What the task requires: Count the lines in the records that hold the string "name". Only the number should be given.

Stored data
********
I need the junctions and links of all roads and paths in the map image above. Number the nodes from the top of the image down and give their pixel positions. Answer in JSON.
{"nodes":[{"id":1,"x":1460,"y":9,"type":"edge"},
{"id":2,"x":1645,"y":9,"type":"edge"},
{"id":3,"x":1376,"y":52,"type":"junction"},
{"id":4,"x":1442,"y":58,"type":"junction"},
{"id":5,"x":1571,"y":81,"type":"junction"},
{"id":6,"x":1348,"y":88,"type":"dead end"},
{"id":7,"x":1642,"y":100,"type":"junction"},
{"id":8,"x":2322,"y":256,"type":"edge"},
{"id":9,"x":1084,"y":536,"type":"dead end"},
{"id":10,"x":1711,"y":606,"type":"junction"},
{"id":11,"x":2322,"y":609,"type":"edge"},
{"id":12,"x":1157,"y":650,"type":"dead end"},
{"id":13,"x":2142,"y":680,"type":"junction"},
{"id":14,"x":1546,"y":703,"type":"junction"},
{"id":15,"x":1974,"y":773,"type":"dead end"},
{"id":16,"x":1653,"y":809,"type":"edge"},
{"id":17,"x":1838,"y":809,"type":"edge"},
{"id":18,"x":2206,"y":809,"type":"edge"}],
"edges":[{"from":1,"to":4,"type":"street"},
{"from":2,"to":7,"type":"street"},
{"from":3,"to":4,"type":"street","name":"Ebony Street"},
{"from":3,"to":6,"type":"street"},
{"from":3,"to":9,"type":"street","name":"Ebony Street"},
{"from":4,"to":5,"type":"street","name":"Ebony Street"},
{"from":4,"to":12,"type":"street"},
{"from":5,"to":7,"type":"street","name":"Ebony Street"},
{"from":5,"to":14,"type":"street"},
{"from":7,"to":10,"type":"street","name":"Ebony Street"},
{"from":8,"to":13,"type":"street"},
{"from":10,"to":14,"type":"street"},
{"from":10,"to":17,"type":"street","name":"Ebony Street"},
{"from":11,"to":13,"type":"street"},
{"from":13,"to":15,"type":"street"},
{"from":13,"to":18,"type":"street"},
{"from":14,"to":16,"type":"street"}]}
********
Your response: 6